Soner Cagaptay, Washington Institute for Near East Policy'

"We are trying to cleanse members of FETO (the Gulenist movement) inside the armed forces, inside the judiciary and inside the police."
Turkish President Recep Tayyip Erdogan

"These people are mainly those who attended the protests after the referendum and raised their voice against the referendum result on social media."
"The police told the detainees that they were accused of trying to agitate people against the ‘yes’ vote."
Deniz Demirdogen, lawyer for one of the detainees

Suspects are rounded up for alleged links to anti-government groups in Turkey.
Suspects are rounded up for alleged links to anti-government groups in Turkey. Photograph: Olcay Duzgun/AFP/Getty Images
In democratic Turkey you use your voting right to vote for the government, the government way, none others acceptable. To do otherwise is to risk freedom. And now that the government of Recep Tayyip Erdogan has full presidential powers of a length and breadth never before seen in the country, where the Justice and Development Party's leader is now able to make uncontested legislation and the position of Prime Minister is no more, full autocracy has taken the reigns from partial democracy on its way to dictatorship.
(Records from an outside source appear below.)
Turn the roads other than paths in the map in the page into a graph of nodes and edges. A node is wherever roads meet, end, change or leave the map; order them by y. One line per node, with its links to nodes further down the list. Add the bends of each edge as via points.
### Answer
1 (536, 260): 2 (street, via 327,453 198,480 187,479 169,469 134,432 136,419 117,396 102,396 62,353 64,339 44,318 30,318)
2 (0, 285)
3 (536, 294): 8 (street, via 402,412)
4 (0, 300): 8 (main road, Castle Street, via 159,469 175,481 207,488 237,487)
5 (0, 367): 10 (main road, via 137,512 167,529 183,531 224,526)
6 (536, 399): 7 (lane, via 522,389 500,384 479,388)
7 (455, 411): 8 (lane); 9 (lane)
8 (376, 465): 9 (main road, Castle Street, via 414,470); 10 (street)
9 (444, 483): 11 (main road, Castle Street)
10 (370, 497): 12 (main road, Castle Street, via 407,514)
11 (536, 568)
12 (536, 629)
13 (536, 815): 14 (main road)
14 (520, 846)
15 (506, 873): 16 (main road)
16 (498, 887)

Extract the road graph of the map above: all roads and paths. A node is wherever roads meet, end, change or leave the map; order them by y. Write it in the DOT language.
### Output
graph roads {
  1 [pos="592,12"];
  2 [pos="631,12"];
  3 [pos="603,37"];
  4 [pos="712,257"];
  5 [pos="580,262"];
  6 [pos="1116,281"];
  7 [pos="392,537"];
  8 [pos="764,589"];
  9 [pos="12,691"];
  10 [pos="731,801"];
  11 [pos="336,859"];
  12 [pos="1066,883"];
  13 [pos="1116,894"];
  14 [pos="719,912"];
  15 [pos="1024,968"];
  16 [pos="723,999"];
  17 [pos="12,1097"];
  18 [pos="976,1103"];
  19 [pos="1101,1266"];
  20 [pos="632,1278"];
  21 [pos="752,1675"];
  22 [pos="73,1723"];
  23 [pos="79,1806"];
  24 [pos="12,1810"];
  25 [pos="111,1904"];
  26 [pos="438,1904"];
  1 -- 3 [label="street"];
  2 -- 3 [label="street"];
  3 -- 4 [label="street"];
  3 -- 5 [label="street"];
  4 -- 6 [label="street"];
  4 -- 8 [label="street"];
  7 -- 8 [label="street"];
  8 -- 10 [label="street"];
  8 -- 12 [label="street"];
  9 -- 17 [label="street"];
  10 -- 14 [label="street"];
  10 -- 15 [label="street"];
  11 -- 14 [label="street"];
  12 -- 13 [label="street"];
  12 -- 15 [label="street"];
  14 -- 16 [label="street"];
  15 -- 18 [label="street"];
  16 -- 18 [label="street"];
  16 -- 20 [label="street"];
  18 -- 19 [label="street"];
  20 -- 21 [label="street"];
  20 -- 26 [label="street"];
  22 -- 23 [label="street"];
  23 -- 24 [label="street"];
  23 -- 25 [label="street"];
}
Two new decrees have been passed by the Turkish government. One to expel over four thousand civil servants, and the second, banning television dating programs. Connection? dubious; each, however, restraining in their own ways, political and social freedom. Turkey's Official Gazette published the decrees several days ago, with the first listing the names of thousands of civil servants who are to be dismissed. That number includes just about 500 academics and over 1,000 Turkish military personnel.

The second decree bans radio and television programs whose purpose is described as "finding friends and spouses"; activities obviously determined to be un-Islamic in character. As well, a court order the same day blocked public access to that infamous den of iniquity, Wickipedia; Turks will no longer enjoy wicked access to the online encyclopedia warping their minds and leading to mass psychosis. The reason is simple enough; to protect "national security and public order".

"The loss of availability is consistent with Internet filters used to censor content in the country", stated Turkey Blocks, an Internet censorship monitor. Turkey's official news agency, quoting the Ministry of Transport, Maritime Affairs and Communications, clarified the issue, citing the concern that the site was a leading agitator in a smear campaign against Turkey through concerted international malefactors' plan to slander the country and its leader.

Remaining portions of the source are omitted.